Financing

Washington operators have a rebuttal for those who say restaurants are too busy to be hurting

Industry leaders took reporters behind the numbers for a clearer, more nuanced picture of hospitality's ongoing rebound from the pandemic.
Part of the state's challenge is bringing back conventions. / Photo: Shutterstock

The restaurant industry has clearly bounced back from the grimmest business days of the pandemic, right? Why else would it be impossible to get a table right now for a Friday or Saturday night?

A pin was put in that theory Tuesday by the Washington Hospitality Association. The trade group provided local and national media with what it termed a more accurate snapshot of how restaurants and hotels are doing in the West Coast state, pulling in dynamics that affect dining establishments throughout the country.

The association cited research findings that the typical restaurant in Washington owes about $160,000 to landlords and other creditors if it wasn’t one of the lucky operations that landed a Restaurant Revitalization Fund grant.

If inflation wasn’t raging at its current level, an average establishment would need about four years to pay off that debt, said association CEO Anthony Anton.
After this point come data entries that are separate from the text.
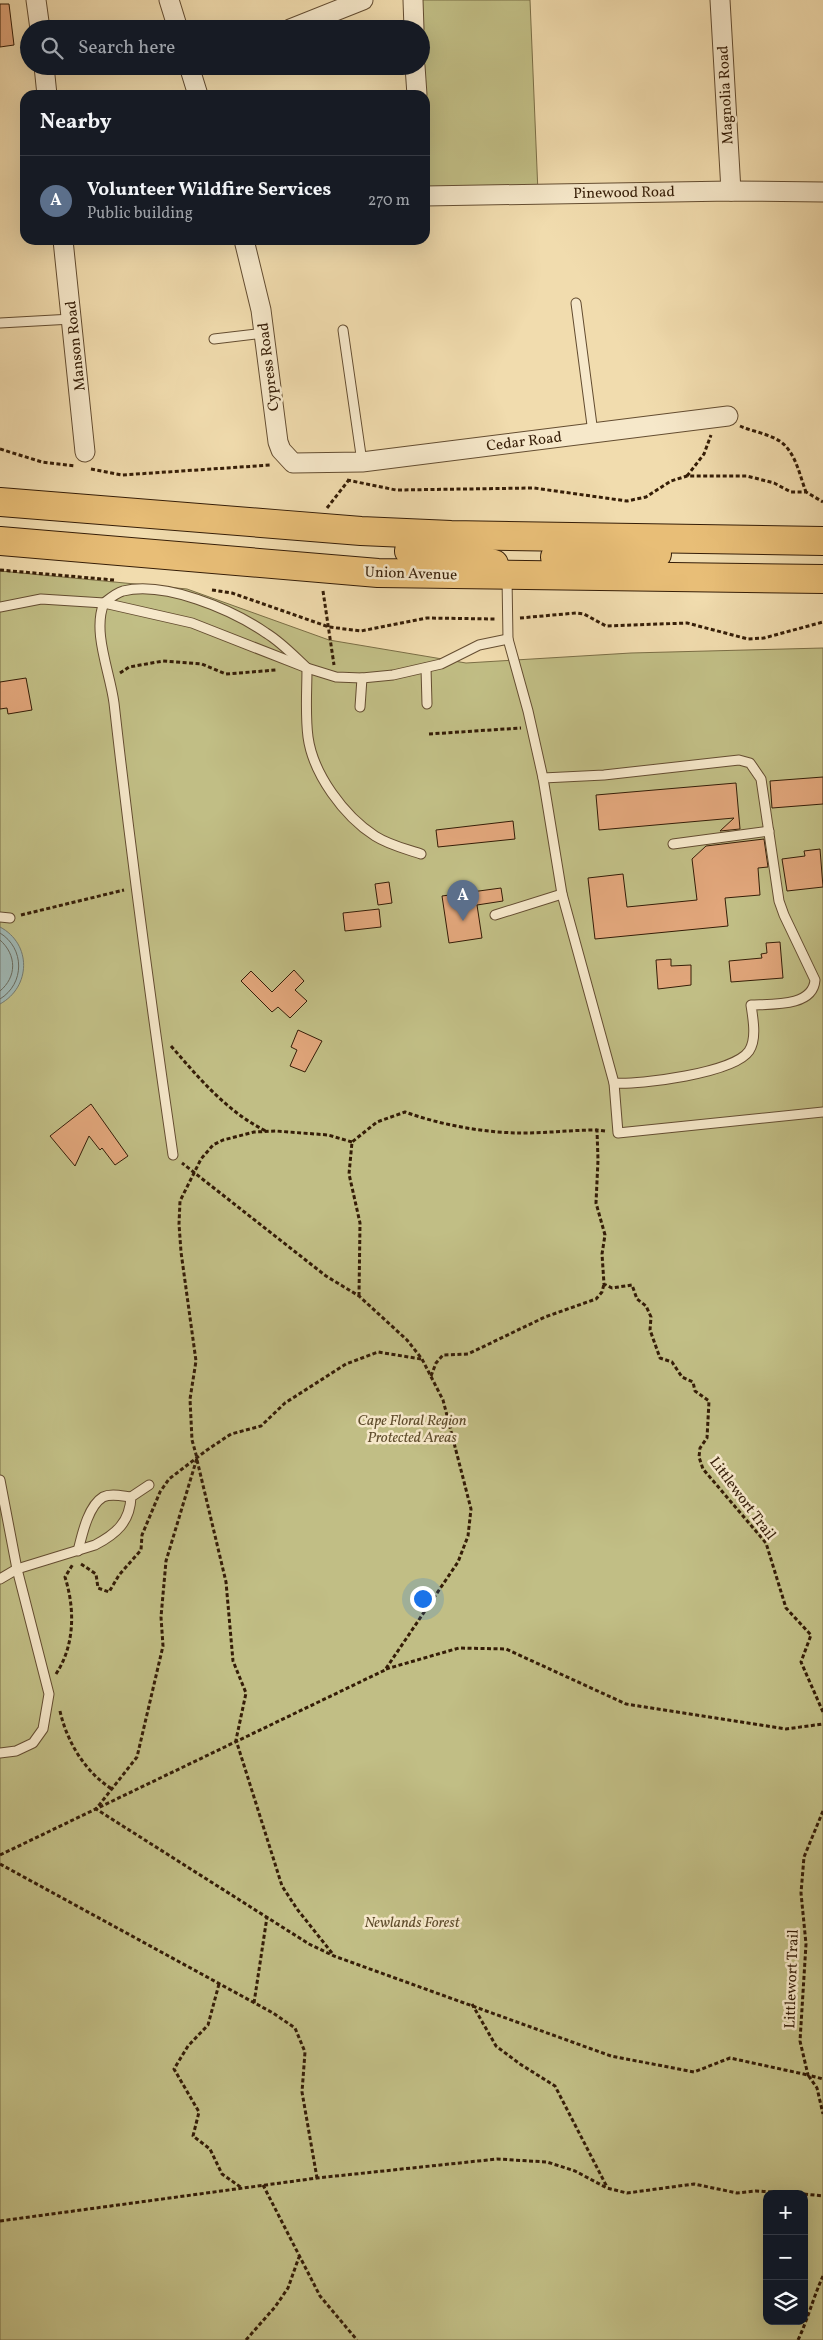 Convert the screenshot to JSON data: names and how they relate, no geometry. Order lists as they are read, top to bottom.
{
  "streets": {
    "highway": ["Union Avenue"],
    "street": [
      "Magnolia Road",
      "Pinewood Road",
      "Manson Road",
      "Cypress Road",
      "Cedar Road"
    ],
    "path": ["Littlewort Trail"]
  },
  "crossings": [
    ["Magnolia Road", "Pinewood Road"]
  ],
  "parks": ["Cape Floral Region Protected Areas", "Newlands Forest"],
  "page": {
    "search": "Search here",
    "heading": "Nearby",
    "list": [
      {
        "mark": "A",
        "name": "Volunteer Wildfire Services",
        "note": "Public building",
        "value": "270 m"
      }
    ],
    "pins": "A",
    "map_buttons": ["+", "−"]
  }
}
But with margins eroded by inflation, dropping profits to a mere 3% of sales, a typical Washington restaurant will need more than five years to dig itself out from the deficits it ran in 2020, 2021 and 2022, according to the group’s data.
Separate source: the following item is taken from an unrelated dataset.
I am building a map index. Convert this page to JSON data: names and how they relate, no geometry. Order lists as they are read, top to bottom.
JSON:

In addition, though sales for the first half of this year were running 4%, about the comparable level of 2019, that number is the result of an average increase in menu prices of 20%, Anton said. Customer counts are still down 12% from the pre-pandemic benchmark.

“At the end of the day, these are still unprecedented, difficult days for the hospitality industry,” said Anton.

Yet an impression has taken hold among many consumers that the industry has blown past the sales and traffic levels of earlier days, signaling a complete recovery for the business.

That perception is due in no small part to eating places being slammed on the weekends, Anton explained.

What those observers aren’t noticing  are all the dining room seats that remain empty during the rest of the week. Operators are closing on more weeknights than they did pre-pandemic because the workday demand isn’t there. Or they’re closing at 8 p.m. instead of 9 or 10, Anton observed.

Hotels have even further to go in their recovery, Anton stressed. Occupancy rates for Washington lodging properties are down 12% on average, Anton said. Room rates have risen by about 6%, but inflation for that hospitality sector is raging at about 8.5%, meaning margins are being crunched.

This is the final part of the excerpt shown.